As part of a proposed rule released last week, the SBA proposes to eliminate so-called “populated” joint ventures, and proposes additional changes regarding joint venture certifications, performance of work reports, and more.
Last week’s proposed rule received broad coverage (including right here at SmallGovCon) for the SBA’s proposal to create a “universal” mentor-protege program available to all small businesses. But the proposed mentor-protege program is not the only important change the SBA has proposed. The rules governing joint ventures would also change under the SBA’s proposed rule.
The SBA first proposes to amend the definition of a joint venture, for all of the SBA’s programs, to specify that “any joint venture must be in writing.” For now, at least, the SBA proposal would continue to allow joint ventures to be “informal” partnerships instead of formal legal entities such as limited liability companies. However, “regardless of form, the joint venture must be reduced to a written agreement.” Apparently, some joint venturers have mistakenly assumed that an informal joint venture need not be in writing, which has never been the SBA’s intent. The proposed rule would eliminate that confusion.
It is an open question of whether informal joint ventures will be allowed at all under the SBA’s new mentor-protege program. In the proposed rule, the SBA requests comments regarding whether the SBA should require all joint ventures formed under mentor-protege agreements to be formed as separate legal entities. The SBA “believes that such a requirement would significantly enhance SBA’s ability to monitor and track awards to mentor-protege joint ventures.”
The proposed rule would also eliminate the use of “populated” joint ventures. Under present SBA rules, a joint venture may either be “populated” with its own personnel (and essentially function as an independent entity in its own right) or be an “unpopulated” vehicle under which the joint venturers perform contracts using their own employees. For administrative convenience, most joint venturers already select the unpopulated format.
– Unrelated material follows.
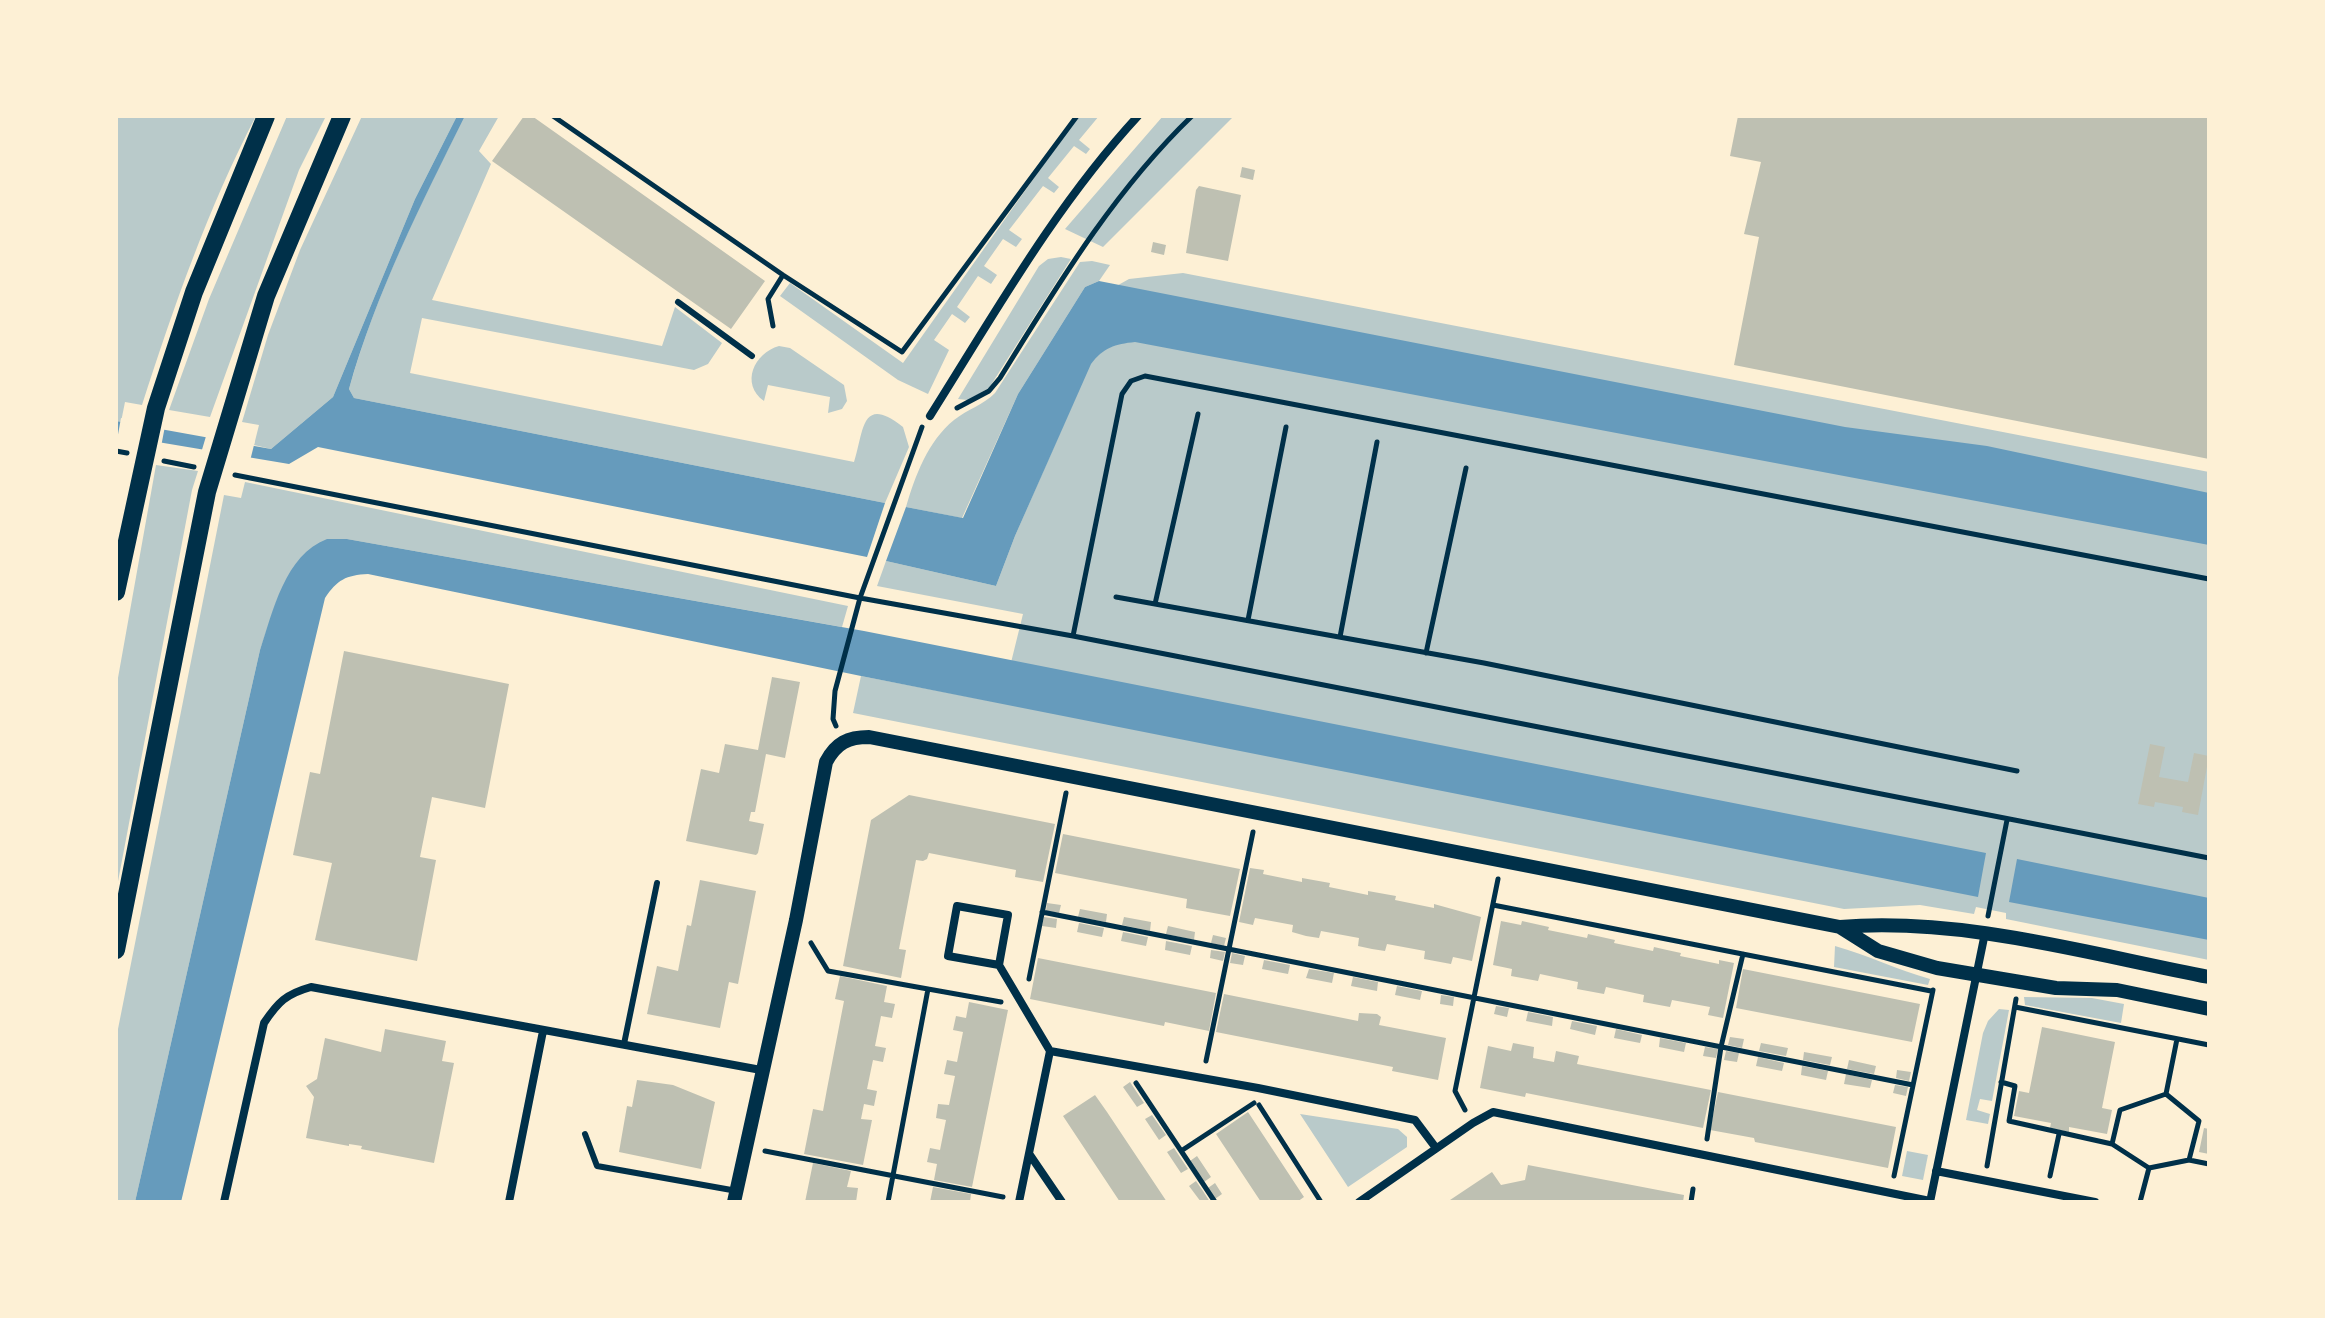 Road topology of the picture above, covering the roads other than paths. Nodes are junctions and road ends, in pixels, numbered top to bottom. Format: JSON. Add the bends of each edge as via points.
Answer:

In the proposed regulation, the SBA explains that if populated joint ventures are allowed, “SBA is concerned that it will be difficult to definitively determine that a small protege firm directly benefits from, and in fact controls, a joint venture with a large business mentor . . ..” The SBA continues, “SBA believes that the benefits received by a protege from a joint venture are more readily identifiable where the work done on behalf of the joint venturer is performed by the protege and the mentor separately.” The proposed rule would allow a separate legal entity joint venture to have its own separate employees to perform administrative functions, but not to have its own separate employees to perform contracts awarded to the joint venture.
The SBA’s proposed rule would require all partners to a joint venture agreement to perform a set-aside contract to certify prior to performance that the contract will be performed in compliance with the joint venture regulations and the joint venture agreement. Additionally, the parties to the joint venture are required to submit annual reports to the contracting officer and to the SBA certifying continuing compliance, and explaining how the performance of work requirements are being met. A final report must be submitted following the completion of the contract.
Finally, the SBA has proposed amending the joint venture regulations applicable to the HUBZone program. Under currently law, joint ventures are only permitted for HUBZone set-aside contracts where all parties to the joint venture are HUBZone certified. This policy differs from the rules for the other three socioeconomic set-aside programs (8(a), SDVOSB, and WOSB), under which only the lead venturer must hold the appropriate certification.
The SBA now proposes to make the HUBZone joint venture regulations similar to those under the other three programs. Under the proposed rule, “the HUBZone program would be consistent with the other small business programs and would allow a joint venture between a qualified HUBZone [small business] and one or more other [small businesses.” HUBZone firms would also be permitted to form joint ventures with large, non-HUBZone mentors. The proposed rule includes various requirements that HUBZone joint ventures would have to meet, including a requirement that the HUBZone firm provide the project manager “and otherwise control the performance” of the HUBZone contract.
I feel like a broken record saying this, but major changes are on their way. For now, though, it is important to remember that the SBA’s proposed rule is merely a proposal, and that the final rule may differ. Comments on the proposed rule are due April 6, 2015.